At the hearing, Mr. Davis testified that he was in the vehicle with the car doors locked while the driver and passengers were waiting for Mr. Larkins, his cousin, to return. (Tr. at 73-74) He testified he did not know the reason for the stop or what business Mr. Larkins was engaged in, but was only in the car for a ride to a friend's house. (Tr. at 72). Mr. Davis testified to seeing "three or four" police cars following Mr. Larkins to the Grand Am. (Tr. at 75). During the arrest of Mr. Larkins and at the time officer Messer was instructing the passengers to keep their hands in plain view, Mr. Davis related he could not unlock his passenger door. (Tr. at 77). He further related the movement officer Messer witnessed was the defendant gesturing to the officer that he could not unlock the door. (Tr. at 78-79). Mr. Davis testified the driver controlled the door locks and that she locked all the doors from the driver's automatic control panel after Mr. Larkins left. (Tr. at 78). Mr. Davis further testified that when Mr. Larkins returned, the driver unlocked only the front passenger-side door, not by using the automatic control panel, but by leaning across the front seat to manipulate the handle. (Tr. at 74-75, 84). Mr. Davis admitted that neither of the other two passengers were removed from the vehicle. (Tr. at 81-82). He also denied putting his hands lower than his lap or gesturing in any manner other than to tell officer Messer he was unable to unlock the car door; further, he denied pouring beer out the window and denied reaching for his rear pants pocket after stepping from the vehicle. (Tr. at 85).

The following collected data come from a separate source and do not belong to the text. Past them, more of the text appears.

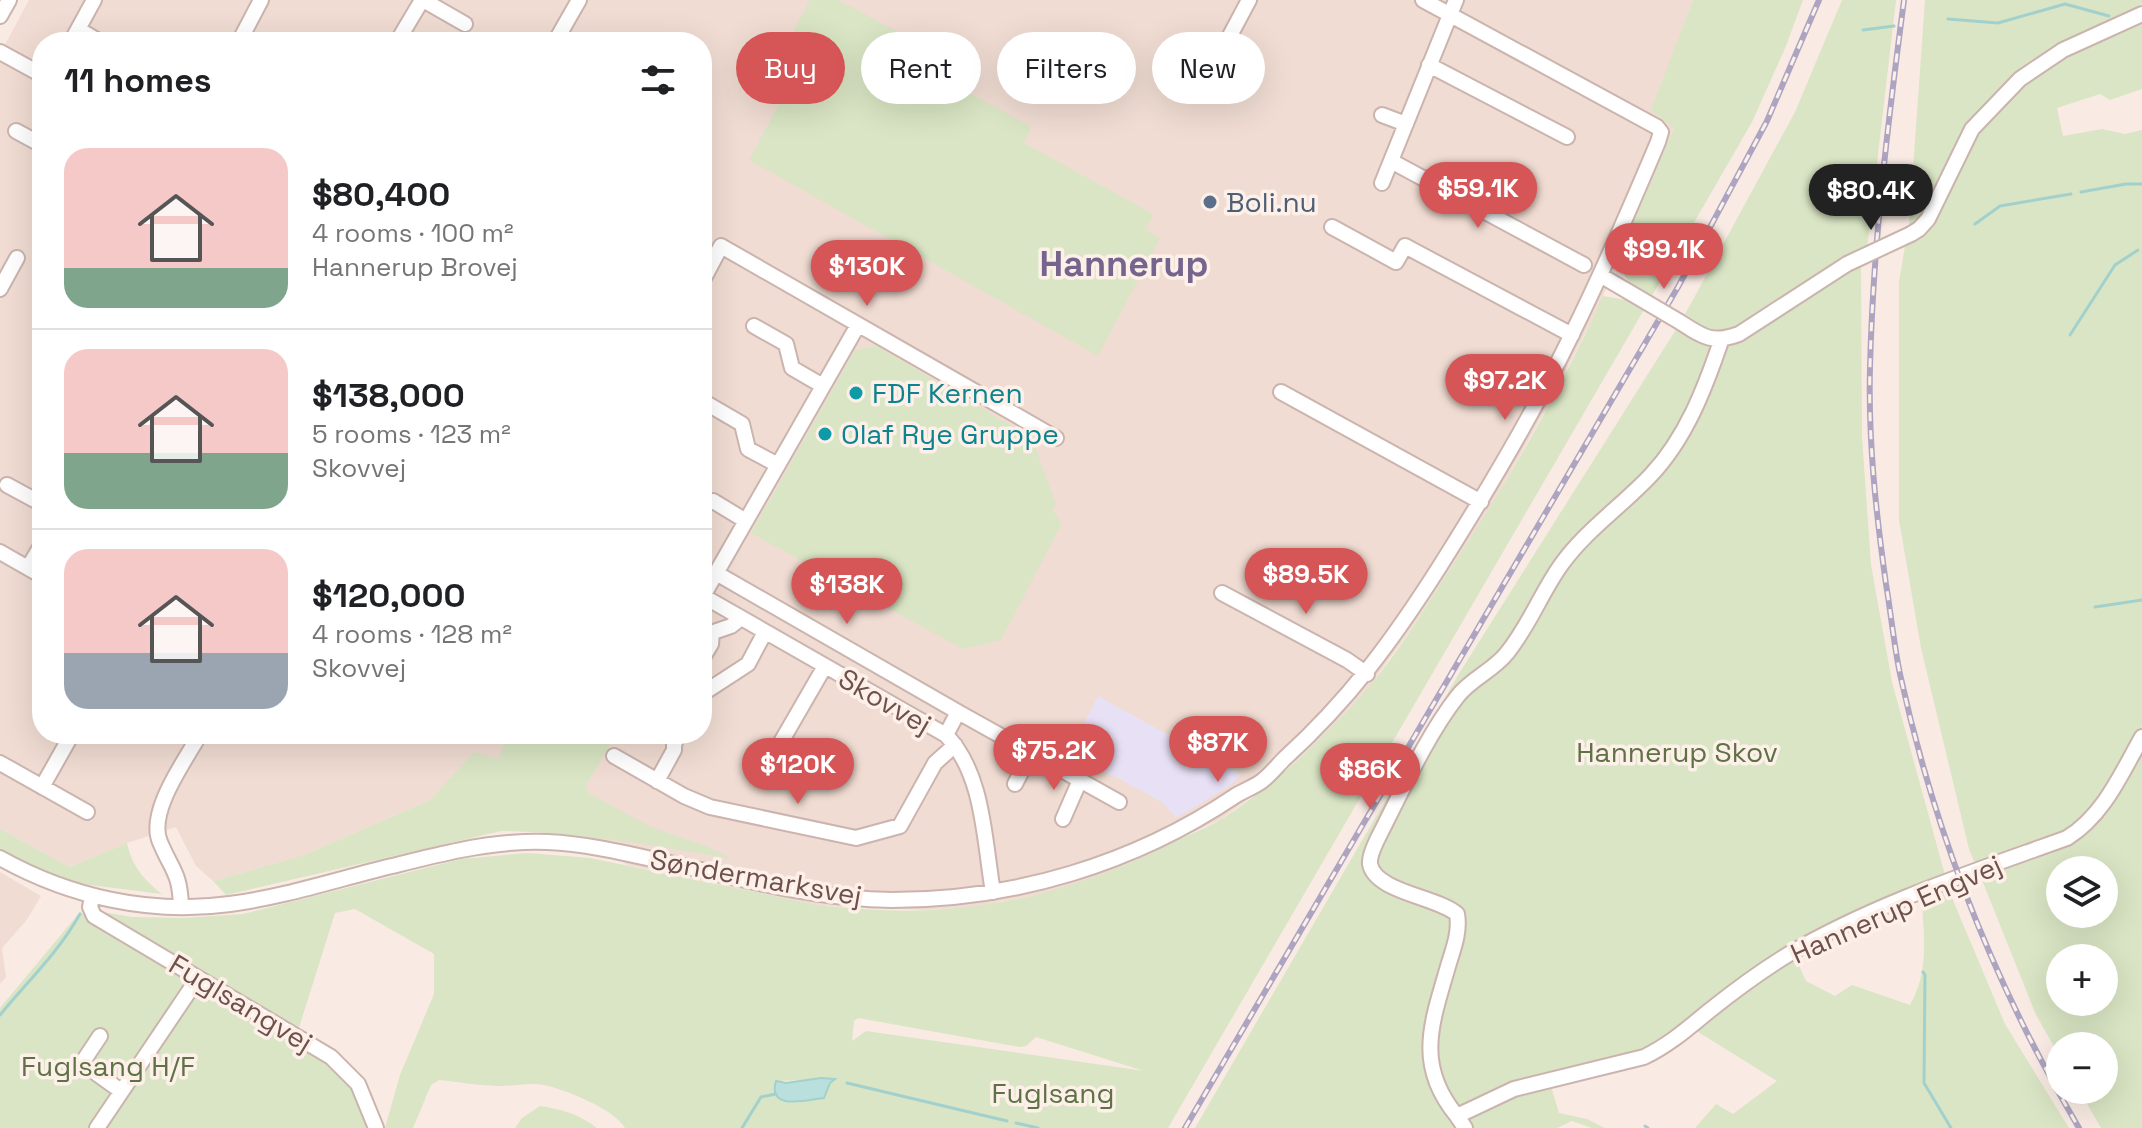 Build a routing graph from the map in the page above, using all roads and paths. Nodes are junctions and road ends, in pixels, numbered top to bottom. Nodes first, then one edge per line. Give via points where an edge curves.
1 (9, 0) edge
2 (94, 0) edge
3 (261, 0) edge
4 (422, 0) edge
5 (579, 0) edge
6 (1249, 0) edge
7 (1423, 0) edge
8 (1456, 0) edge
9 (2142, 14) edge
10 (1450, 15) junction
11 (0, 16) edge
12 (465, 24) dead end
13 (76, 32) edge
14 (244, 32) edge
15 (403, 32) edge
16 (561, 32) edge
17 (1232, 32) edge
18 (0, 52) edge
19 (1429, 65) junction
20 (32, 70) edge
21 (1382, 115) dead end
22 (1406, 124) junction
23 (16, 131) dead end
24 (1567, 137) dead end
25 (32, 140) edge
26 (1391, 161) junction
27 (1382, 183) dead end
28 (1332, 227) dead end
29 (1578, 257) dead end
30 (17, 258) dead end
31 (712, 263) edge
32 (1600, 275) junction
33 (0, 289) edge
34 (858, 325) junction
35 (754, 326) dead end
36 (1572, 335) junction
37 (1721, 341) junction
38 (823, 386) junction
39 (1281, 392) dead end
40 (712, 406) edge
41 (1056, 438) dead end
42 (778, 465) junction
43 (7, 485) dead end
44 (32, 499) edge
45 (712, 501) edge
46 (1481, 502) junction
47 (746, 521) junction
48 (0, 552) edge
49 (32, 570) edge
50 (716, 573) junction
51 (712, 580) edge
52 (1222, 593) dead end
53 (712, 601) edge
54 (741, 618) junction
55 (712, 632) edge
56 (765, 632) junction
57 (825, 666) junction
58 (1367, 674) junction
59 (712, 687) edge
60 (958, 712) junction
61 (2142, 737) edge
62 (951, 740) junction
63 (66, 744) edge
64 (195, 744) edge
65 (674, 744) edge
66 (1031, 753) junction
67 (614, 756) dead end
68 (0, 763) edge
69 (766, 768) dead end
70 (1080, 780) junction
71 (657, 781) junction
72 (1015, 784) dead end
73 (42, 787) junction
74 (1119, 802) dead end
75 (87, 812) dead end
76 (1063, 819) dead end
77 (0, 858) edge
78 (993, 892) junction
79 (92, 897) junction
80 (181, 907) junction
81 (198, 978) junction
82 (100, 1036) dead end
83 (121, 1091) junction
84 (1461, 1122) edge
85 (97, 1128) edge
86 (376, 1128) edge

1 - 11 street
2 - 13 street
3 - 14 street
4 - 12 street
4 - 15 street
5 - 16 street
6 - 17 street
7 - 10 street
8 - 10 street
9 - 37 street, bridge via 2063,50 2020,79 1972,129 1928,219 1911,234 1847,264
10 - 19 street
10 - 32 street, Søndermarksvej via 1661,132
18 - 20 street
19 - 22 street
19 - 24 street
21 - 22 street
22 - 26 street
23 - 25 street
26 - 27 street
26 - 29 street
28 - 36 street via 1396,262 1405,246
30 - 33 street
31 - 34 street via 721,246
32 - 36 street, Søndermarksvej
32 - 37 street, bridge via 1698,334
34 - 38 street, Skovvej
34 - 41 street
35 - 38 street via 786,344 792,368
36 - 46 street, Søndermarksvej
37 - 84 street via 1704,388 1670,452 1568,556 1508,653 1460,693 1445,713 1371,855 1370,865 1387,883 1457,914 1457,937 1429,1055 1435,1084
38 - 42 street, Skovvej
39 - 46 street
40 - 42 street via 742,424 748,449
42 - 47 street, Skovvej
43 - 44 street
45 - 47 street
46 - 58 street, Søndermarksvej
47 - 50 street, Skovvej
48 - 49 street
50 - 51 street, Skovvej
50 - 60 street, Skovvej
52 - 58 street
53 - 54 street, Skovvej
54 - 55 street
54 - 56 street, Skovvej
56 - 57 street, Skovvej
56 - 59 street via 748,664
57 - 62 street, Skovvej
57 - 69 street, Skovvej
58 - 78 street, Søndermarksvej via 1260,782 1212,812 1098,865
60 - 62 street, Skovvej
60 - 66 street, Skovvej
61 - 84 street, Hannerup Engvej via 2096,815 2067,838 1928,889 1821,936 1644,1057 1514,1089
62 - 71 street, Skovvej via 900,826 856,838 710,807
62 - 78 street, Skovvej via 973,775
63 - 73 street
64 - 80 street via 157,816 160,843 177,871
65 - 71 street
66 - 70 street, Skovvej
66 - 72 street
67 - 71 street, Skovvej
68 - 73 street
70 - 74 street, Skovvej
70 - 76 street
73 - 75 street
77 - 79 street, Søndermarksvej
78 - 80 street, Søndermarksvej via 930,899 833,896 593,847 530,842 465,848 249,901
79 - 80 street, Søndermarksvej
79 - 81 street, Fuglsangvej via 94,916
81 - 83 street
81 - 86 street, Fuglsangvej via 345,1069 358,1084
82 - 83 street via 82,1063
83 - 85 street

Mr. Davis seeks to suppress the firearm evidence as ill gotten fruit of an illegal search in which the officers exceeded their authority under the Fourth Amendment. Mr. Davis maintains the officers lacked probable cause to believe that he had or was committing a crime and did not possess the reasonable suspicion necessary to justify a stop under Terry v. Ohio, 392 U.S. 1, 22-24 (1968). (Def. Brief p. 3).

The government argues in its brief in opposition that the officers did possess probable cause to arrest Mr. Davis for obstructing official business in violation of Ohio Revised Code § 2921.31 and for violating the State's open container law pursuant to Ohio Revised Code § 4301.62. (Pl. Brief pp. 13-14). It further maintains the officers possessed reasonable suspicion to effect a limited search under Terry pursuant to the totality of the circumstances. (Pl. Brief pp. 18-27).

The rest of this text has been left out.